| Exercise aim |
Give the count of lines that hold the word "Wellington" in this listing, with nothing added.

| Data |
Content starts

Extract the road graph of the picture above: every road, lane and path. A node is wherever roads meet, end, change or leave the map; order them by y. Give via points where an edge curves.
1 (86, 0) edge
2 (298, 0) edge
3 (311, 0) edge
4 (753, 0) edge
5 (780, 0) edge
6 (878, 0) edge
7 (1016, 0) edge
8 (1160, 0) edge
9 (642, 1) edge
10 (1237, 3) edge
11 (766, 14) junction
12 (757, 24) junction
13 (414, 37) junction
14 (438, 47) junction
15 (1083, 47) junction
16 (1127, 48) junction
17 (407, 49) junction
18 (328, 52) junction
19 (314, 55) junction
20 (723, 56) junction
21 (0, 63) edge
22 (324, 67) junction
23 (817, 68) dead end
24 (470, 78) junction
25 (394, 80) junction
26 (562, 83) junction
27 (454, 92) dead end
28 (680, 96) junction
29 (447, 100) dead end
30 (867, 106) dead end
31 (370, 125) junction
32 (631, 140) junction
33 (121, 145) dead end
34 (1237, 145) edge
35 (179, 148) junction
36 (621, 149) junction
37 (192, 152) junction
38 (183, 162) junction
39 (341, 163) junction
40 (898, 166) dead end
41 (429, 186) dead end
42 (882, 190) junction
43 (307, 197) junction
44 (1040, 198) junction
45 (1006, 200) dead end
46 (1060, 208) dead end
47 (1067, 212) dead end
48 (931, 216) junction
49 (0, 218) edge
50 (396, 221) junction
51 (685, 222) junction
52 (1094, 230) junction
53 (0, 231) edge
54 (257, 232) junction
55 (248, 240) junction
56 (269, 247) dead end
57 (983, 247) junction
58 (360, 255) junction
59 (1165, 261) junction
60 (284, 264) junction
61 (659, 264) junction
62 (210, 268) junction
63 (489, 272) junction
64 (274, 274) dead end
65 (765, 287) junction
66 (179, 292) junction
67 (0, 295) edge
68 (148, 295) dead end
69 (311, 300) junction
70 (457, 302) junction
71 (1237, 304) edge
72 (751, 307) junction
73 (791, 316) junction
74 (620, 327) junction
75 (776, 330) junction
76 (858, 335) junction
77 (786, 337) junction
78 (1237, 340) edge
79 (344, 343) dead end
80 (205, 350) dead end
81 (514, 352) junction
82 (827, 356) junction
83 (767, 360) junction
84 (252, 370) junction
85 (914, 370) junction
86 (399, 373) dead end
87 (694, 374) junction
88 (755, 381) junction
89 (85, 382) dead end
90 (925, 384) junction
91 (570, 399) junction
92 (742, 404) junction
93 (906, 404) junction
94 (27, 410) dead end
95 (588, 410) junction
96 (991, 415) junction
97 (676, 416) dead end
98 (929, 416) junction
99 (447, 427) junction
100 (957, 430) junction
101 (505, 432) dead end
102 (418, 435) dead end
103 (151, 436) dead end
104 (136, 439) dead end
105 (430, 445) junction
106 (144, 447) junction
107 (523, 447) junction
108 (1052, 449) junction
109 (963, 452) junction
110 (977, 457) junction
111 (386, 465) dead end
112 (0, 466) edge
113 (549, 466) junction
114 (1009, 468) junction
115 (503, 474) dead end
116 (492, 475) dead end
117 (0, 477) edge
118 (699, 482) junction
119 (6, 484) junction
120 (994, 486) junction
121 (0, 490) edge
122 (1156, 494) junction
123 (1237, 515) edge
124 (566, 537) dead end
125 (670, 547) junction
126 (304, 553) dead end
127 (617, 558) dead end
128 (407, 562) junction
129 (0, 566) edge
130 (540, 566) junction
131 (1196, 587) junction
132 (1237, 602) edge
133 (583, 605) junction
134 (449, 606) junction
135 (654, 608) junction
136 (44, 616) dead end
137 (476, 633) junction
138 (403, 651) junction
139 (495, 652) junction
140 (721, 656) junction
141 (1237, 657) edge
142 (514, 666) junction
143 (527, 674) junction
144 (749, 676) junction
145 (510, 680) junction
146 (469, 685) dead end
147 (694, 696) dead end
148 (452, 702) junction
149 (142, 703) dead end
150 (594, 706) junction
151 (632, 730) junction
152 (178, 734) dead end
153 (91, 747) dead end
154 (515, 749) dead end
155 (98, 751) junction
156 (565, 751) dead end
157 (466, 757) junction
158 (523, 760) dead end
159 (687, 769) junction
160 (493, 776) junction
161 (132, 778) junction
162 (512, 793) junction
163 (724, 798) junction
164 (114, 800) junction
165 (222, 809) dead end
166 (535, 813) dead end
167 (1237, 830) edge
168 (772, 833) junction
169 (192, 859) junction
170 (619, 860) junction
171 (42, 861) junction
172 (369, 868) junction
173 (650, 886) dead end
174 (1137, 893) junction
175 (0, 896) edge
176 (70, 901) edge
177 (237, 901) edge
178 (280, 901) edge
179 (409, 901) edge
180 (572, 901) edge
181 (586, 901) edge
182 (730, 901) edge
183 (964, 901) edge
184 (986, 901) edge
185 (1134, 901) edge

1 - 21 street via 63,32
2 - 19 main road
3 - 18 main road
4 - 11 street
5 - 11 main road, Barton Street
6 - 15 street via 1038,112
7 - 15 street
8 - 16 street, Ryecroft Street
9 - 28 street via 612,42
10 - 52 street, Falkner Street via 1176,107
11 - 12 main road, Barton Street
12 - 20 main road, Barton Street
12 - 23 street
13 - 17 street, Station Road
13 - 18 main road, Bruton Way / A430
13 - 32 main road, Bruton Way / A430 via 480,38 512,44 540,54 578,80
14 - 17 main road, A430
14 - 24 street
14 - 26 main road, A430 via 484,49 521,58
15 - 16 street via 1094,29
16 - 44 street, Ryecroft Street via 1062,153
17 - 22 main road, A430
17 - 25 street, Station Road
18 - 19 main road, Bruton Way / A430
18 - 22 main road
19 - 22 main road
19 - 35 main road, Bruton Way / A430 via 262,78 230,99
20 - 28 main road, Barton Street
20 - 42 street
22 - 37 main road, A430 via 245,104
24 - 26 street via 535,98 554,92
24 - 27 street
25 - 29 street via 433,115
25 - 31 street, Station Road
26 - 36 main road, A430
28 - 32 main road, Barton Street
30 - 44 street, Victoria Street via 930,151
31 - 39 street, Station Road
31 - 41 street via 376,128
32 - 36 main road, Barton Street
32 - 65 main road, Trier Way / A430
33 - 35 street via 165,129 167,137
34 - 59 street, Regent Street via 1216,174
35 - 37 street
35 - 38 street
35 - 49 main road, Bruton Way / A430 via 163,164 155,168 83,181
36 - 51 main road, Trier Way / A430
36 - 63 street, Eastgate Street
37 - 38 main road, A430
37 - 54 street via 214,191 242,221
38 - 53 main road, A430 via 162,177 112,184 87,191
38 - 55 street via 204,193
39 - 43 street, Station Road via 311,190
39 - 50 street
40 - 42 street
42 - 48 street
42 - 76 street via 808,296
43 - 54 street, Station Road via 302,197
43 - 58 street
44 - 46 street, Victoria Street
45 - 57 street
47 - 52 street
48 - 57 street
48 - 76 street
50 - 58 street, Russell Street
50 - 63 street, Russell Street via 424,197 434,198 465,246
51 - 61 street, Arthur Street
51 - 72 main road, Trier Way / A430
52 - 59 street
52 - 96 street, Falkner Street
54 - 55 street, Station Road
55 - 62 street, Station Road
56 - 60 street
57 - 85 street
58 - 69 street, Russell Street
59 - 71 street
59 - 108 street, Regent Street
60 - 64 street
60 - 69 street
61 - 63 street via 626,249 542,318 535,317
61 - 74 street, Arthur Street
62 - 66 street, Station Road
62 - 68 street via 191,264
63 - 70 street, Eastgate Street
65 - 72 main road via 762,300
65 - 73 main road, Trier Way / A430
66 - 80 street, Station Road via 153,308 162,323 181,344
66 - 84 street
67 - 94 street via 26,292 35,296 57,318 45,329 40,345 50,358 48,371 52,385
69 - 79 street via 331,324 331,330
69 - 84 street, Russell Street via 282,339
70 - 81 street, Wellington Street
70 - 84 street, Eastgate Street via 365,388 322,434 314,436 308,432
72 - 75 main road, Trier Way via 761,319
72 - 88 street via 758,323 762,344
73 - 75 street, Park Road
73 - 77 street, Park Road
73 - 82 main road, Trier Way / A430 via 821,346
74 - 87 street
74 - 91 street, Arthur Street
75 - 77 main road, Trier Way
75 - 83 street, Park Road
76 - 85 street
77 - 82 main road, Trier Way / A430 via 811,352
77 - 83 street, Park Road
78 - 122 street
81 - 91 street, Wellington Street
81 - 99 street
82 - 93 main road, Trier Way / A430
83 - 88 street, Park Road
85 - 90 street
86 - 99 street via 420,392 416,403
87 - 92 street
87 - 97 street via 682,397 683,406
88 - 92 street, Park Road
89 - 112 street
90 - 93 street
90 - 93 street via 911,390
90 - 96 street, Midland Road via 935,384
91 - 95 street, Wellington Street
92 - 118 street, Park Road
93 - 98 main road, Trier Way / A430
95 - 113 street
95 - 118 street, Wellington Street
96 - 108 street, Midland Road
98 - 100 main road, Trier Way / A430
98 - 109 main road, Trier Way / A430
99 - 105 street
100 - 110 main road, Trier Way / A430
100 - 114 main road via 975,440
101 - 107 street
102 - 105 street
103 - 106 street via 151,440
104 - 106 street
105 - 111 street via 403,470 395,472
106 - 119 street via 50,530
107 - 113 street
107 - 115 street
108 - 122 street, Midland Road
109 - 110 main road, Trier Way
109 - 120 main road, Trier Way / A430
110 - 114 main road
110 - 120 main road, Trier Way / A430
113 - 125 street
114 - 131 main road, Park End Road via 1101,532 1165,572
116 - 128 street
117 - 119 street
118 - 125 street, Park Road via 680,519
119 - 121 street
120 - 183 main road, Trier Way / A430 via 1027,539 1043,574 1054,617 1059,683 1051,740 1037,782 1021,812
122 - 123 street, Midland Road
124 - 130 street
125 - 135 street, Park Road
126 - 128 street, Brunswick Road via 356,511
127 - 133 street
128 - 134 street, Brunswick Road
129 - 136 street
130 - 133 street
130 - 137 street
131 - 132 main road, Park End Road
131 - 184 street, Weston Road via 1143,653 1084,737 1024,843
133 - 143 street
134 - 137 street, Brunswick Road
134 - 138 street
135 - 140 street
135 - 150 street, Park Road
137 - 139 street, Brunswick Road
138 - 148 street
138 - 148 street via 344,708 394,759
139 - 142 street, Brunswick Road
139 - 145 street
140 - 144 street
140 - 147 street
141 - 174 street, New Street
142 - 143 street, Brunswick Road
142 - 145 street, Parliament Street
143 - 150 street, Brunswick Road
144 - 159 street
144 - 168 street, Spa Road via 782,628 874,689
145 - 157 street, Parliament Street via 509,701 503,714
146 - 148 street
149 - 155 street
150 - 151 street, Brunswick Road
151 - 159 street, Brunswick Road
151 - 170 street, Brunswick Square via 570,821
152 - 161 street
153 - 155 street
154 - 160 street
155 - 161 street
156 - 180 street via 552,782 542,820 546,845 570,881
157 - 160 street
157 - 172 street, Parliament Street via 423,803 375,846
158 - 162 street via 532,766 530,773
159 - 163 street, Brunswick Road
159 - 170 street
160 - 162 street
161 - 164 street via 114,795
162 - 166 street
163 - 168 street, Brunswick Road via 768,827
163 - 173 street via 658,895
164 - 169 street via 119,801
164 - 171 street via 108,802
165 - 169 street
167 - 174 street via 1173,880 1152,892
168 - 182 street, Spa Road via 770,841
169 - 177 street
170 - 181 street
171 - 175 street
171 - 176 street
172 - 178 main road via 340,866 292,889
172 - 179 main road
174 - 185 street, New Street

Content ends

| Task answer |
4